## [Work instructions]
Search the data for the string "every" and copy each line where it turns up.

##########

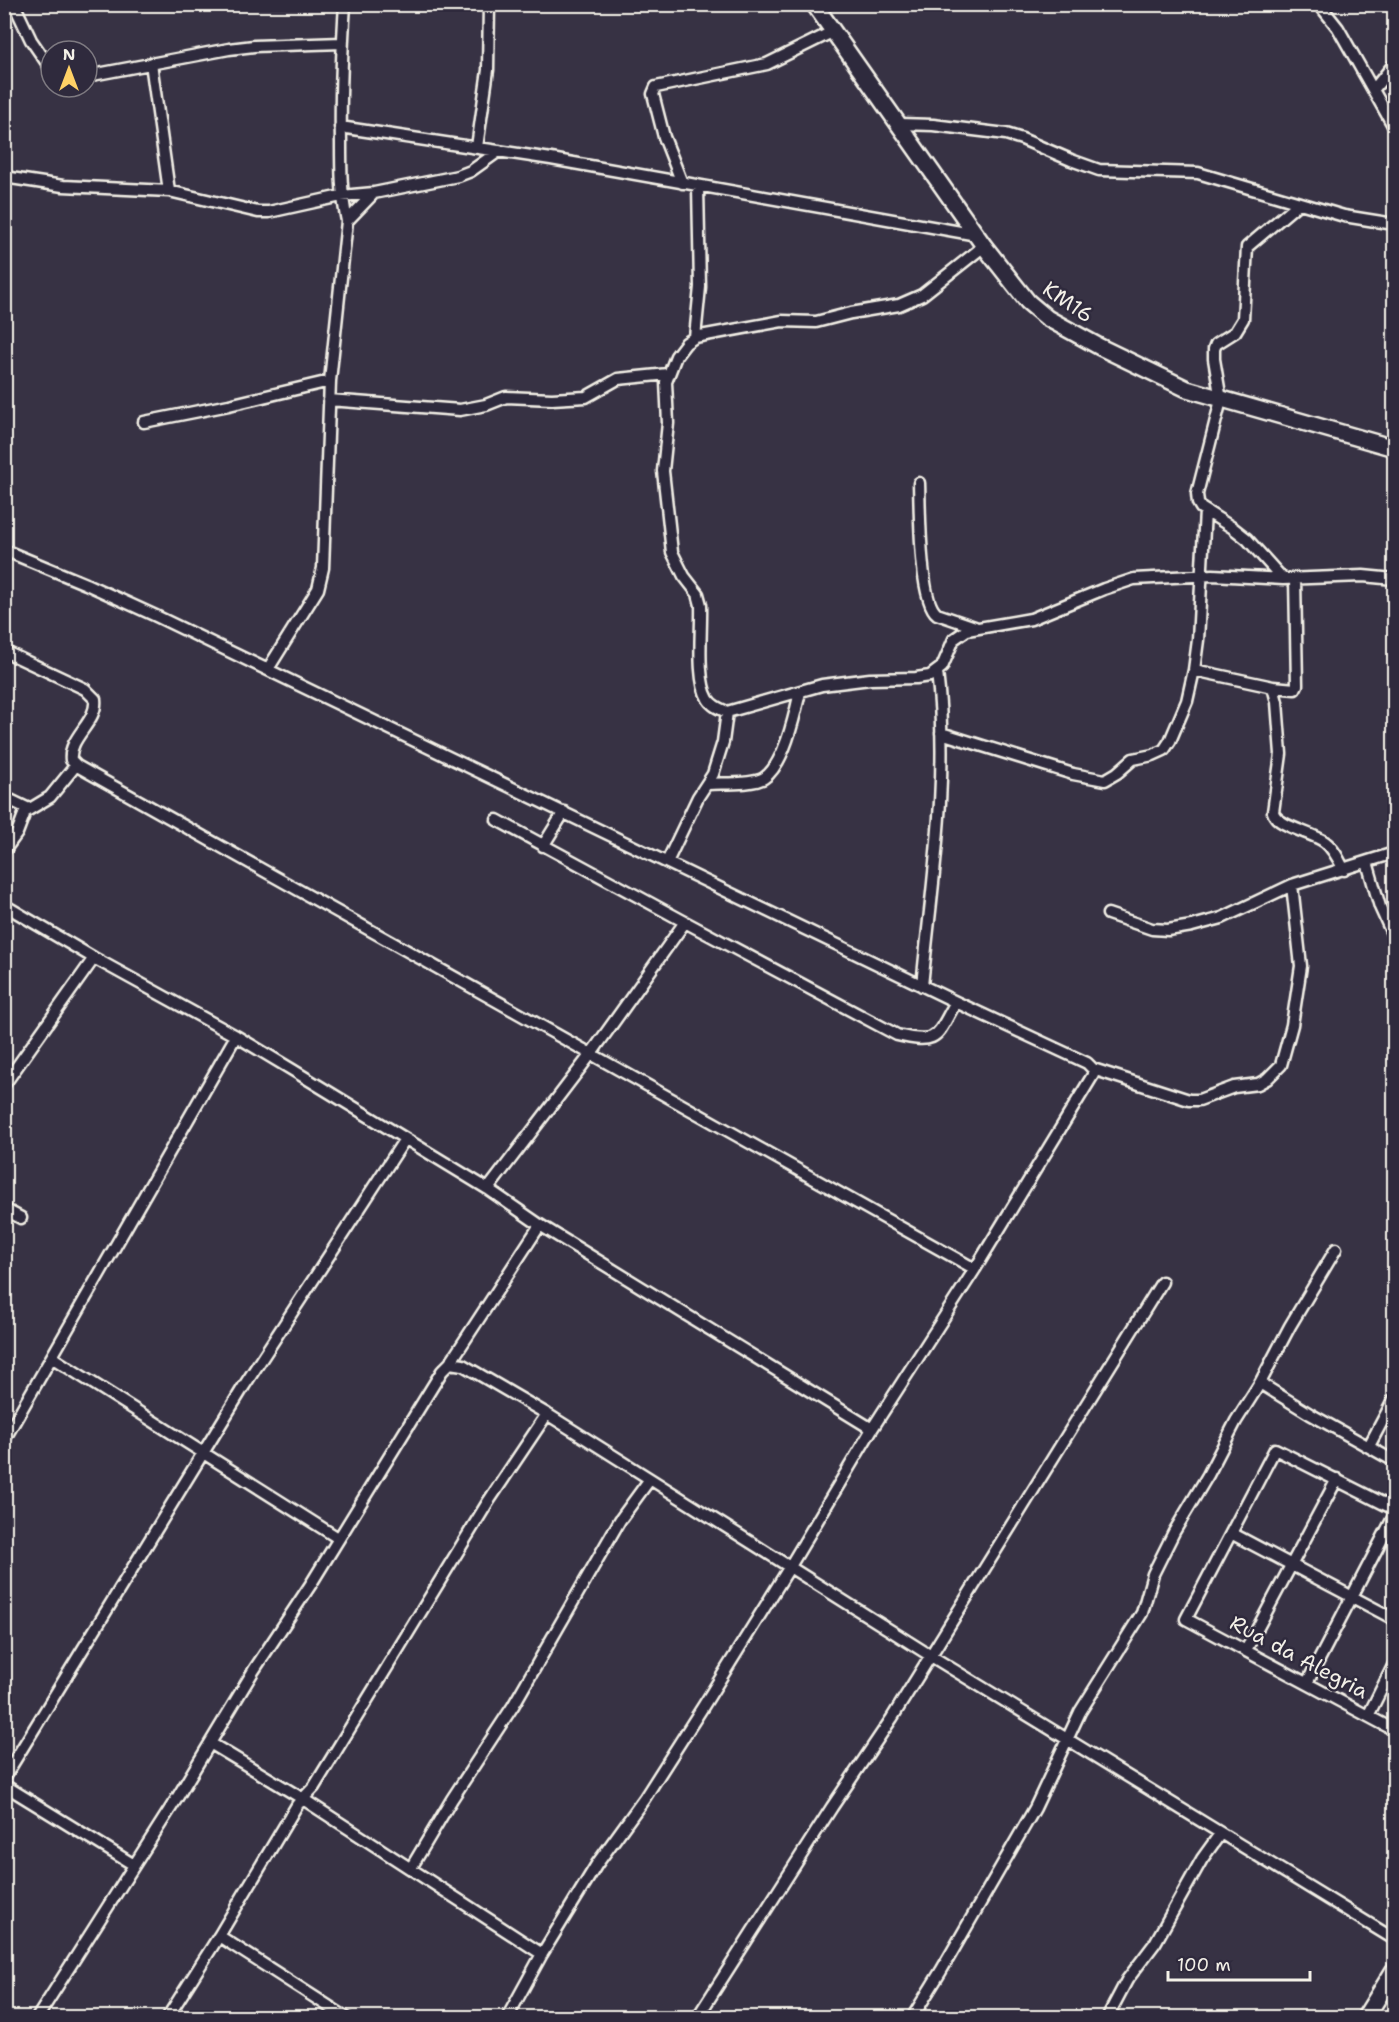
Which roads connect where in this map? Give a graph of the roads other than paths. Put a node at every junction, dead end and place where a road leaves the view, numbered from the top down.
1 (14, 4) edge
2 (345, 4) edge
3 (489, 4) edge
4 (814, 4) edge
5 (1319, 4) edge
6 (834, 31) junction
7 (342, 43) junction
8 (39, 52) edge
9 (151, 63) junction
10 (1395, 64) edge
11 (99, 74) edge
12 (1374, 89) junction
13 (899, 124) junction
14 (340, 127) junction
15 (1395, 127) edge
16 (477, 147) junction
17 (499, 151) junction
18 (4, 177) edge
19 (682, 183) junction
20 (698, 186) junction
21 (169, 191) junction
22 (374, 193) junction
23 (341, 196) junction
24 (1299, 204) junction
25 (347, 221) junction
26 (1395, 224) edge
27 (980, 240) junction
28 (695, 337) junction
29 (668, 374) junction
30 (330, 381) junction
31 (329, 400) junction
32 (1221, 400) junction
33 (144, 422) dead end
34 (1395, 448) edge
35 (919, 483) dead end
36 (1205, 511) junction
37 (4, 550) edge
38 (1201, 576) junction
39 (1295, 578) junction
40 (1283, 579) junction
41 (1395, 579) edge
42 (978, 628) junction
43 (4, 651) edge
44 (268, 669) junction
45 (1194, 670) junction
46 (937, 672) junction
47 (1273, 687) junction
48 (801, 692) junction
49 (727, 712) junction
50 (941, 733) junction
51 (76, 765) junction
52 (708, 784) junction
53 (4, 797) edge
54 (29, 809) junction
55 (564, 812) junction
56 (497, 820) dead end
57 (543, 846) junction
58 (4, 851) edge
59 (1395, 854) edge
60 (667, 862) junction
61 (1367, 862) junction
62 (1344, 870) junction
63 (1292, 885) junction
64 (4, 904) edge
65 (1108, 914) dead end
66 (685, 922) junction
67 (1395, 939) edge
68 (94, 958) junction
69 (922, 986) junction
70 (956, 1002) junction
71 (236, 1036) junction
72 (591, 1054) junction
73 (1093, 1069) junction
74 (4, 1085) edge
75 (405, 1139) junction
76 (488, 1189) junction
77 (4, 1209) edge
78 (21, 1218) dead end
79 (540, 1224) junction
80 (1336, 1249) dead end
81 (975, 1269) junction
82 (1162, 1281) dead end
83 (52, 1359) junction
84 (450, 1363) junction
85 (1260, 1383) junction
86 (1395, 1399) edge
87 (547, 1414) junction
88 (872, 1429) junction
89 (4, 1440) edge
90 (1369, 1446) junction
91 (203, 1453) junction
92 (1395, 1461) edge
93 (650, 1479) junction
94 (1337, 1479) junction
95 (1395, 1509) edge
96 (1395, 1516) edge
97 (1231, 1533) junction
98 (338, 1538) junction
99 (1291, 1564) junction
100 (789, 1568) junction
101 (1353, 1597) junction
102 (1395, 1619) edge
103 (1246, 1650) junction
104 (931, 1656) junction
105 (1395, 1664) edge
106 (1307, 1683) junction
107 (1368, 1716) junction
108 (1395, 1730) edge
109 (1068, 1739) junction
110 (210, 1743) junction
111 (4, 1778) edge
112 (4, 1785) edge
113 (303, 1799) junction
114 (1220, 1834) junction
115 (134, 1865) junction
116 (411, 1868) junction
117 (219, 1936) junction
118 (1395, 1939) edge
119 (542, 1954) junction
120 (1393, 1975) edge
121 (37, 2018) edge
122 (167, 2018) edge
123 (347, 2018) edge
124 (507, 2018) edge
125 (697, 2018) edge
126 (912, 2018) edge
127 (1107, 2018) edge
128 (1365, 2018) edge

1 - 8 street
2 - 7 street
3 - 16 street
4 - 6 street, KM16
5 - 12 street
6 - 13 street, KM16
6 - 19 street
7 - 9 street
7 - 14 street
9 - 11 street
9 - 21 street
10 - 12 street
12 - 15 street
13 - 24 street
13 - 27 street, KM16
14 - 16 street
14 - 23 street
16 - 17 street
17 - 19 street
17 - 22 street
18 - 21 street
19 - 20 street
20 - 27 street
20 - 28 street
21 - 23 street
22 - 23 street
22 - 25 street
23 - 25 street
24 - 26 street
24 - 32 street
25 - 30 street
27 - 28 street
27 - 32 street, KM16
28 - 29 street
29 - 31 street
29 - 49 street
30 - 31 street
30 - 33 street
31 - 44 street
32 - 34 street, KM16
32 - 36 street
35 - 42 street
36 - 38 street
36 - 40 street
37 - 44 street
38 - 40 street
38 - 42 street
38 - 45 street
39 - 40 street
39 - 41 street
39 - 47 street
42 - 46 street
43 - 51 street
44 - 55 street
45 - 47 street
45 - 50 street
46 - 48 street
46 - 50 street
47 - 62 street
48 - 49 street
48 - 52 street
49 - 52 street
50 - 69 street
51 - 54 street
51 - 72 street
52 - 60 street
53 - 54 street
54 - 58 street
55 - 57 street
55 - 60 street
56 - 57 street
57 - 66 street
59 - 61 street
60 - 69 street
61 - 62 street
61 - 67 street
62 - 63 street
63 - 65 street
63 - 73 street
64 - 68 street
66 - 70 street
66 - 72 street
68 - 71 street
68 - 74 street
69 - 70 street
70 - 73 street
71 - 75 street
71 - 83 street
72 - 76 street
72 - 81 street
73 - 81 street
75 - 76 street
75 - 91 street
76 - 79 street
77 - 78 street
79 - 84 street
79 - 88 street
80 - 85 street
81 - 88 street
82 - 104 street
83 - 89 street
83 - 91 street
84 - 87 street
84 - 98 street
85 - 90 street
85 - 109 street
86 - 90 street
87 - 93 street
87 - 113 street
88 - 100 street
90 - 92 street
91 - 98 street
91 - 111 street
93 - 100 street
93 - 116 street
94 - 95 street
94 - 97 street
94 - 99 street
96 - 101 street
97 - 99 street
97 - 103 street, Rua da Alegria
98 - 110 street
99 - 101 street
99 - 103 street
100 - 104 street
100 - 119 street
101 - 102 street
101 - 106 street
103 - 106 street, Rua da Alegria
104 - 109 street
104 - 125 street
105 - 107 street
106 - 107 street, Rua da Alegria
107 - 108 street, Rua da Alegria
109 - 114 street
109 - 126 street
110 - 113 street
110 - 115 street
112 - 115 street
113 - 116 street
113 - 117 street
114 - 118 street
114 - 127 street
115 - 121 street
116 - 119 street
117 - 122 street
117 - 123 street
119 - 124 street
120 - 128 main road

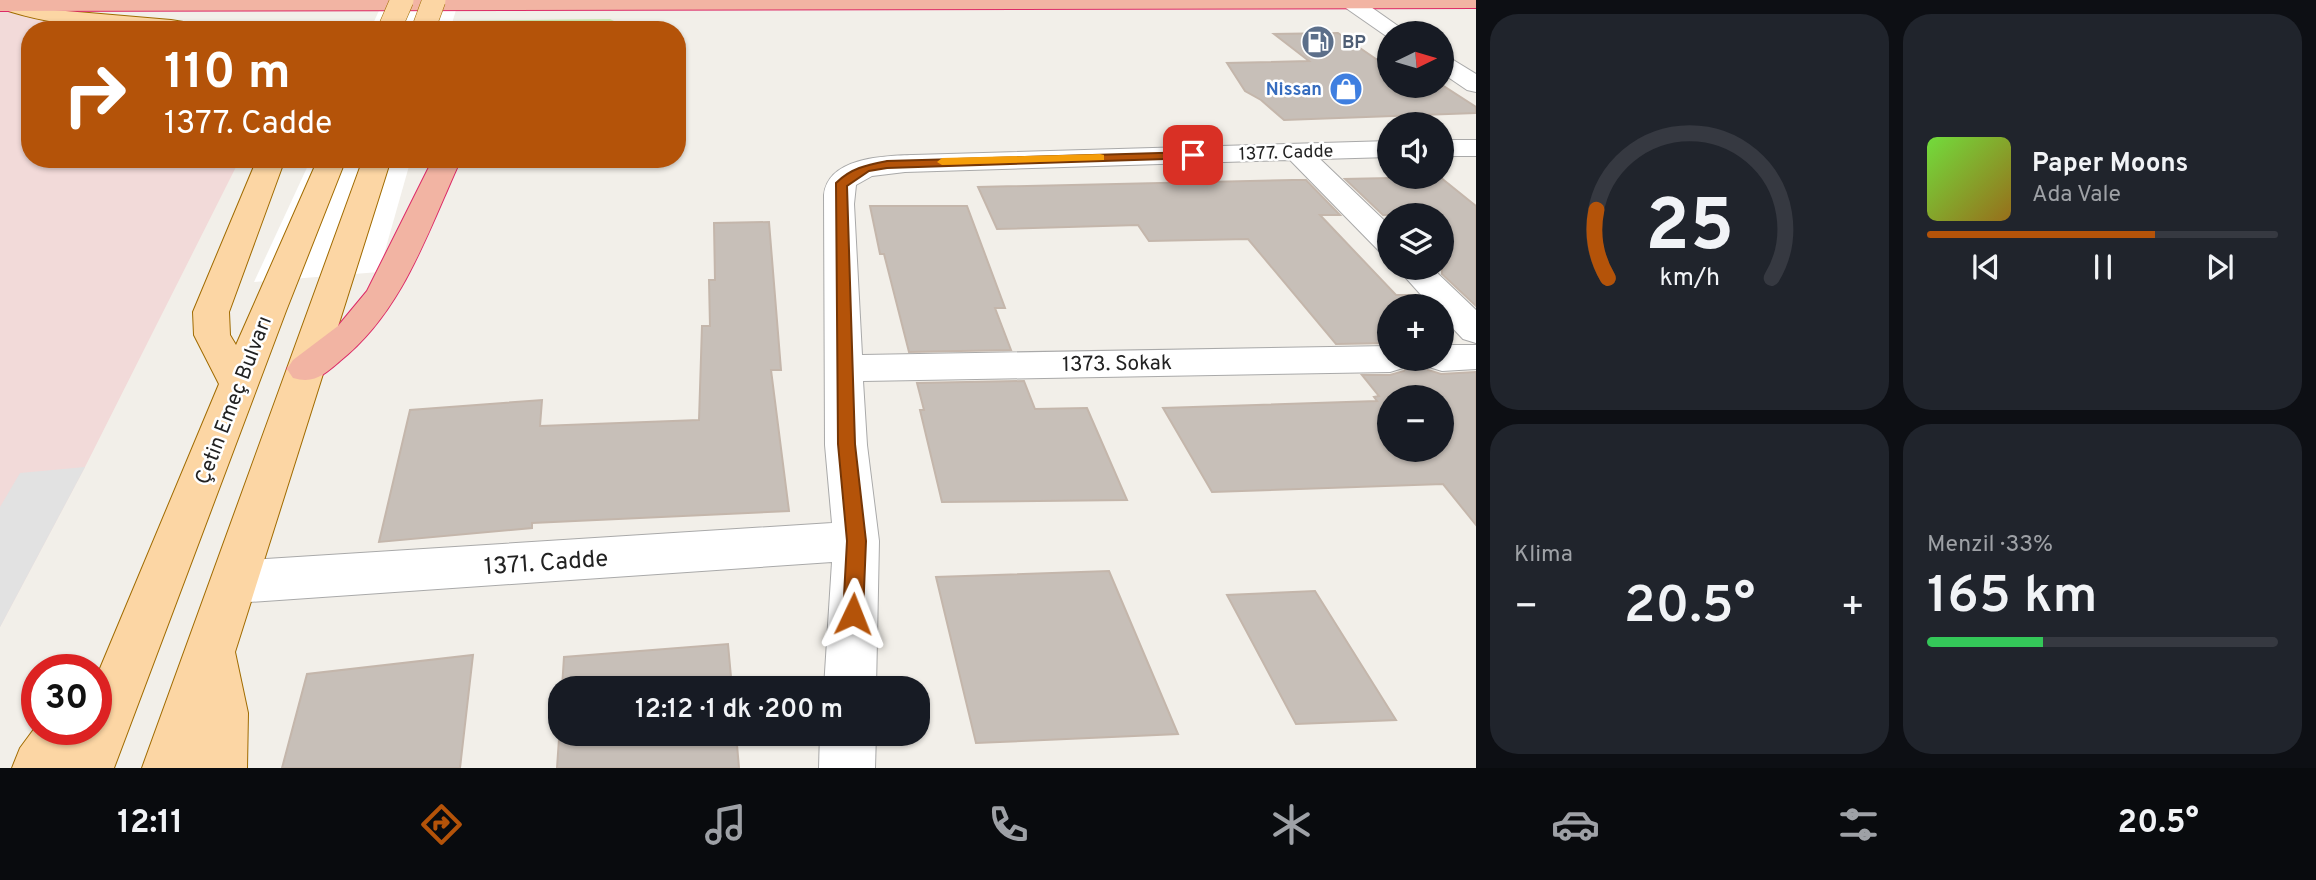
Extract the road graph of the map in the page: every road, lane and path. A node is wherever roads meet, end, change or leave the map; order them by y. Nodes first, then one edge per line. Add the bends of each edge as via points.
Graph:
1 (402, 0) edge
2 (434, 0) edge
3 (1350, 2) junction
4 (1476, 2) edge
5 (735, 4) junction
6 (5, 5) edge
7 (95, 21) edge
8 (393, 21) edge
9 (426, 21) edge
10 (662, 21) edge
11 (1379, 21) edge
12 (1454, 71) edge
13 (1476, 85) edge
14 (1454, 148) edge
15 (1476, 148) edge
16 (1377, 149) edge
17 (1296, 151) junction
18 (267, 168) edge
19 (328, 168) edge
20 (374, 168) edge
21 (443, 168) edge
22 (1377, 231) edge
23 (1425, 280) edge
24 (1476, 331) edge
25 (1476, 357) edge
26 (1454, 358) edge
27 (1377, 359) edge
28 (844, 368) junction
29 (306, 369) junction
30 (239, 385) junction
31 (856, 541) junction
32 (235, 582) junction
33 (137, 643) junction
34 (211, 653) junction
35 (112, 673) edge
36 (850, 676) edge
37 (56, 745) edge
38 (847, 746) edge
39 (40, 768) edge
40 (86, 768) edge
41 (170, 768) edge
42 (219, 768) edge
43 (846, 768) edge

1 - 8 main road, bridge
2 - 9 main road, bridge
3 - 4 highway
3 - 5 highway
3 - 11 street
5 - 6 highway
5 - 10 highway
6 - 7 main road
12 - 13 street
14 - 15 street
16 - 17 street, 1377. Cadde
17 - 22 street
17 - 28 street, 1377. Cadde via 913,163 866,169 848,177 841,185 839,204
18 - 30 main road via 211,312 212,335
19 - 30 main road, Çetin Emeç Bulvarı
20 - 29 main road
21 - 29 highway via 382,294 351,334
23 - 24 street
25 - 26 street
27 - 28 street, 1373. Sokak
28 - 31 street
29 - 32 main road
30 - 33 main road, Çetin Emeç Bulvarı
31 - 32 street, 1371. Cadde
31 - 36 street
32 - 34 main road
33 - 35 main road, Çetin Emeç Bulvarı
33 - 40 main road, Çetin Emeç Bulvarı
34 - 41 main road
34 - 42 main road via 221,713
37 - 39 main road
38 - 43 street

##########

## [Task response]
Which roads connect where in this map? Give a graph of the roads other than paths. Put a node at every junction, dead end and place where a road leaves the view, numbered from the top down.
Extract the road graph of the map in the page: every road, lane and path. A node is wherever roads meet, end, change or leave the map; order them by y. Nodes first, then one edge per line. Add the bends of each edge as via points.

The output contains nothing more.